Pentaphenylantimony
- Names: Preferred IUPAC name Pentaphenyl-λ^{5}-stibane

Identifiers
- CAS Number: 2170-05-0;
- 3D model (JSmol): Interactive image;
- ChemSpider: 9987829;
- PubChem CID: 11813170;
- CompTox Dashboard (EPA): DTXSID60473337;

Properties
- Chemical formula: C_{30}H_{25}Sb
- Molar mass: 507.290 g·mol^{−1}
- Appearance: Colorless crystals

Related compounds
- Other cations: PPh_{5} AsPh_{5} BiPh_{5}
- Related compounds: Pentamethylantimony Pentaethylantimony

= Pentaphenylantimony =

Pentaphenylantimony is an organoantimony compound containing five phenyl groups attached to one antimony atom. It has formula Sb(C_{6}H_{5})_{5} (or SbPh_{5}).

==Structure==
The structure of pentaphenylantimony has been the subject of several studies, and a definite ground state remains uncertain. The molecule adopts a roughly square pyramidal shape in the unsolvated crystal. In crystals of the solvate with cyclohexane or tetrahydrofuran, the compound adopts a trigonal bipyramidal shape. When dissolved, molecules are also trigonal bipyramidal.

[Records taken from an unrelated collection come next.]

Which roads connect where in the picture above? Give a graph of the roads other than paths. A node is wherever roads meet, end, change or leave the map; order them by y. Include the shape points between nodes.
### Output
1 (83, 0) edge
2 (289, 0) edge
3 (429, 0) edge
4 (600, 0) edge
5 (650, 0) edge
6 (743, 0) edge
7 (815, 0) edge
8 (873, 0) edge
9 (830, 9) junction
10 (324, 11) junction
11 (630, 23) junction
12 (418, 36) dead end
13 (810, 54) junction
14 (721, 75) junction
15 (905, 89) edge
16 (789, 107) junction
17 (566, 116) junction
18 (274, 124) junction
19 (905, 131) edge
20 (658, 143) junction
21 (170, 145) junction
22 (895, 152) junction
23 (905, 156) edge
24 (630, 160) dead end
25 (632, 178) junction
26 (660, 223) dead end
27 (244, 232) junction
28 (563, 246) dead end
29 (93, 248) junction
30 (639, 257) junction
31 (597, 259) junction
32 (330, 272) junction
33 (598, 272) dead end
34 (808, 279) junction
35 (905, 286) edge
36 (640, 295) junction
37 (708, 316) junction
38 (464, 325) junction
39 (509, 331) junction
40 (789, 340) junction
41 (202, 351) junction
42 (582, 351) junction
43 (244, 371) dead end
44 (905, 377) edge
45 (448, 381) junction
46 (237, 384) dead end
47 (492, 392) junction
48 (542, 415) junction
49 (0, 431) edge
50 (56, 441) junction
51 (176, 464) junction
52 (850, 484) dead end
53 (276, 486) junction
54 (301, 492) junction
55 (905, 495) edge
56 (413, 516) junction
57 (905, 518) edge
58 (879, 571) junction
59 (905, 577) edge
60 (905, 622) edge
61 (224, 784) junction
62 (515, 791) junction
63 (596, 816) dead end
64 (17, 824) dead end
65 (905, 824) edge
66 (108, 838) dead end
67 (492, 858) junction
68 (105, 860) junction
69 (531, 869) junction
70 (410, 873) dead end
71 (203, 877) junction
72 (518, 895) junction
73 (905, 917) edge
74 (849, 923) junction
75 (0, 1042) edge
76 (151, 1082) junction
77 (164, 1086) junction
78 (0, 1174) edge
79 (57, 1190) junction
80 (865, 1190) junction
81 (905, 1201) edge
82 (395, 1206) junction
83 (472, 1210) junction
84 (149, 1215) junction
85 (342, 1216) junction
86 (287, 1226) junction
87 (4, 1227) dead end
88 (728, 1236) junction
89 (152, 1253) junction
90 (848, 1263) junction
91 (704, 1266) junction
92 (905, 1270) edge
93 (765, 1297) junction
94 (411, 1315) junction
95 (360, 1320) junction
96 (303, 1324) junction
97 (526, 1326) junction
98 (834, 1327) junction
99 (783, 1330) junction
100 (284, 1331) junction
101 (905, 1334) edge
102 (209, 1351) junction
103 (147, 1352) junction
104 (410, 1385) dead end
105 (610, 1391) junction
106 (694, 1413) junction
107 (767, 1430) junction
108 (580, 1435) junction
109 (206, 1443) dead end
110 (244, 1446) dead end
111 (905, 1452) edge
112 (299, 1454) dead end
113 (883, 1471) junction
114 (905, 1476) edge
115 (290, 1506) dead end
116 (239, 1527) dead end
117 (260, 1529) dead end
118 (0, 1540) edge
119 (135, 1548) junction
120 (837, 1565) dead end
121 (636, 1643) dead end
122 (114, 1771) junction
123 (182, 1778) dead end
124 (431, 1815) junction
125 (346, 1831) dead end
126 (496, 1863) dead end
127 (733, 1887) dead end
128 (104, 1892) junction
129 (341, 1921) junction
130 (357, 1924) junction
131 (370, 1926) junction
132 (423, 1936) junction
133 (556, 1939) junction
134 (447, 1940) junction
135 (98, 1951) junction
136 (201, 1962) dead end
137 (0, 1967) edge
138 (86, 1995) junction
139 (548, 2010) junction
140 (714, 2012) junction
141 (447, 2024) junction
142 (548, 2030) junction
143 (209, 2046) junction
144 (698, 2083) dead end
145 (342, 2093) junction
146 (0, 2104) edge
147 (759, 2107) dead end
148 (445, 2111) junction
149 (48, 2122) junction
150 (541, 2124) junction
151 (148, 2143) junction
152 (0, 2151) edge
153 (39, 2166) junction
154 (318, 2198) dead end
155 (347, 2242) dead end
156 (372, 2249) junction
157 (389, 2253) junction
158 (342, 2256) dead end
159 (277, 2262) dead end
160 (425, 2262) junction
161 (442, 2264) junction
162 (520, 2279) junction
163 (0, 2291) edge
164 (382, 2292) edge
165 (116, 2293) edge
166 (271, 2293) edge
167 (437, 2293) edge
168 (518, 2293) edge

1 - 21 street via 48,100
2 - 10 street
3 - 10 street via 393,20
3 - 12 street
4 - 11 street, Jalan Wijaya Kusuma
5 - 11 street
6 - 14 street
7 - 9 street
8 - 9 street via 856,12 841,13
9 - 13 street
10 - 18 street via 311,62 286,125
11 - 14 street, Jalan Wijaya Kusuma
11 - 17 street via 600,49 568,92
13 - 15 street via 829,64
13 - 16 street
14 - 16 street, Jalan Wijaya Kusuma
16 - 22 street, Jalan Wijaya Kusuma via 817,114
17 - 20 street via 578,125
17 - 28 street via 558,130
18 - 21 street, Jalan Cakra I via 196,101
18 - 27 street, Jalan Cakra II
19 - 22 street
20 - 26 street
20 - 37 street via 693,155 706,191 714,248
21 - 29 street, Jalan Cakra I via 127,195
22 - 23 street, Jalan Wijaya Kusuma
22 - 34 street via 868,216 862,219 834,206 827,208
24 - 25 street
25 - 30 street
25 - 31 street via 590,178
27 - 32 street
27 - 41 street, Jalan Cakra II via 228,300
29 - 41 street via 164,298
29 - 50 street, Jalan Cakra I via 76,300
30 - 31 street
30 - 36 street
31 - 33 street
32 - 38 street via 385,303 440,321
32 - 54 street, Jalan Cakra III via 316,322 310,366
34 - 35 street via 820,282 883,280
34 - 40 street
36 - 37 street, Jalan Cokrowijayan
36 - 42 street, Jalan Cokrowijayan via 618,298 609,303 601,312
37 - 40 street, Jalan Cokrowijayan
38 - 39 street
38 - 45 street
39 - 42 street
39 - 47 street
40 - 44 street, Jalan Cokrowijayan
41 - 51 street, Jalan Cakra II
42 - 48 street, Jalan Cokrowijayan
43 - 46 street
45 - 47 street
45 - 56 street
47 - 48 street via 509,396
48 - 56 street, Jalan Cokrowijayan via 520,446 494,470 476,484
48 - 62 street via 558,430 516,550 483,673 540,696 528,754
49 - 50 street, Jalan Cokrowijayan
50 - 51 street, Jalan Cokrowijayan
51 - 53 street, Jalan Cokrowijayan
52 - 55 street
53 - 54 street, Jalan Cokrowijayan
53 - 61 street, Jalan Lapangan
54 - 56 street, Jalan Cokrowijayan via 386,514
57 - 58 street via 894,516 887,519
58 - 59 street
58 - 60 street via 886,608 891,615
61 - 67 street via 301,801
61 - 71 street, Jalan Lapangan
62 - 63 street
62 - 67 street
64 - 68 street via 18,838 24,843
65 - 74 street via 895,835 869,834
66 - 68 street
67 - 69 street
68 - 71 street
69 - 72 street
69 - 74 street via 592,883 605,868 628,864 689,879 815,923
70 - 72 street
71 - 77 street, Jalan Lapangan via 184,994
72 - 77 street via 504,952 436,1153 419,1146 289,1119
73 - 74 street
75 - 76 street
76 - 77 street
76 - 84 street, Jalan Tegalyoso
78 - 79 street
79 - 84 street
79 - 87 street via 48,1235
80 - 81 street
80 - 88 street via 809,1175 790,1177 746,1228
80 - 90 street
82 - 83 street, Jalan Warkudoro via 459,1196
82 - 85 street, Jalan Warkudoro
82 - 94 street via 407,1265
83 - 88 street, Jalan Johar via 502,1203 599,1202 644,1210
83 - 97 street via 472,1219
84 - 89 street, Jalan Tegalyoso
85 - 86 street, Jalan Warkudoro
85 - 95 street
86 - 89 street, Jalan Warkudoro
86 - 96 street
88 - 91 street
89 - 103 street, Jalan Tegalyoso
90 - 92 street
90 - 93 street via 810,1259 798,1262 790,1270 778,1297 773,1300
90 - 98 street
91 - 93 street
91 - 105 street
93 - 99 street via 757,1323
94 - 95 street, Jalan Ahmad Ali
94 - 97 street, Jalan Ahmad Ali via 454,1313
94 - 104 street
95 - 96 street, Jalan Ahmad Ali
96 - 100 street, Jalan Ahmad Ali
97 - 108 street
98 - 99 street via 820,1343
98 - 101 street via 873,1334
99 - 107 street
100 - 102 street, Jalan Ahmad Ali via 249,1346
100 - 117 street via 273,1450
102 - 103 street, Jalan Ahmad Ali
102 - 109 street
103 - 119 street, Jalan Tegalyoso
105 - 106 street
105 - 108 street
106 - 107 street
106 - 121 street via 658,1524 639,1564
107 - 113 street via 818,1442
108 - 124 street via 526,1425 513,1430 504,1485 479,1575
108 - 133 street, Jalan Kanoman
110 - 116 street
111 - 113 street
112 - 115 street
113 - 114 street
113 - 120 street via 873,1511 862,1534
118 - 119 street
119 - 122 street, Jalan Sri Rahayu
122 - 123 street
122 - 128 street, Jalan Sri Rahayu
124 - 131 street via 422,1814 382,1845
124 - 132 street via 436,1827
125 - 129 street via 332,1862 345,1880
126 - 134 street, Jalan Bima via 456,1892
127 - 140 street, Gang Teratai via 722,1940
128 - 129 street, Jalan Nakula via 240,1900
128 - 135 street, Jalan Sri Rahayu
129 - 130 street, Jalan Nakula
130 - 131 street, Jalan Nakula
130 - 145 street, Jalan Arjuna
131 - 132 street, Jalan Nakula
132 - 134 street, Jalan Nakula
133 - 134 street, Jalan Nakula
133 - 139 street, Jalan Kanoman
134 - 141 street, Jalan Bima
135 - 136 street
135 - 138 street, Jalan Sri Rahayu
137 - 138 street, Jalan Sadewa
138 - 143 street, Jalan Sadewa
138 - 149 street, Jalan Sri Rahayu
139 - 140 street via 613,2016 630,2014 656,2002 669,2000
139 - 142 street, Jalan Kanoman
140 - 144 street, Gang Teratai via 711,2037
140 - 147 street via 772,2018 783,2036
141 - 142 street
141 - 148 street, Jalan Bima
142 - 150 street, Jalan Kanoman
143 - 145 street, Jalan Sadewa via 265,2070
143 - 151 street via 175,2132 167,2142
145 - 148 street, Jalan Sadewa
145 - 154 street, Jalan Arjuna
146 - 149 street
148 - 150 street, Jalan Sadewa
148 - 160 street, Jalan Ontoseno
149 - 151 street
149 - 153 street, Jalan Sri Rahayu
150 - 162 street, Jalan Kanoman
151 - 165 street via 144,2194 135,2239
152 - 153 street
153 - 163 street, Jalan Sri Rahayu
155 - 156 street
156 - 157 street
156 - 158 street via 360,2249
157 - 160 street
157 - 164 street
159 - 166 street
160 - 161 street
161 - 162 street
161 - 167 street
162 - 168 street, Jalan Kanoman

According to solution NMR measurements, the phenyl groups all appear to be equivalent, indicating fluxionality.

Solid pure pentaphenylantimony forms triclinic crystals in the P space group. The unit cell has a=10.286 b=10.600 and c=13.594 Å, α=79.20° β=70.43° γ=119.52°. The basal Sb-C bond length is 2.216 Å whereas the apex Sb-C length is 2.115 Å.

==Reactions==
Pentaphenylantimony reacts with a variety of protic reagents (hydrogen halides, carboxylic acids, methanol, etc). Benzene is one product as well as a tetraphenylantimony(V) compound:
Ph5Sb + HOR → PhH + Ph4SbOR
Ph5Sb + HX → PhH + Ph4SbX
Halogens also cleave one Sb-phenyl bond:
Ph5Sb + X2 → Ph4SbX + PhX

When heated, pentaphenylantimony forms triphenylstibine, biphenyl and p-quaterphenyl.

A reaction with carbon tetrachloride yields tetraphenylstibonium chloride, chlorobenzene, and benzene. Some of these reactions may proceed by radical pathways.

==Formation==
Pentaphenylantimony can be formed by reacting dichlorotriphenylantimony with phenyl lithium.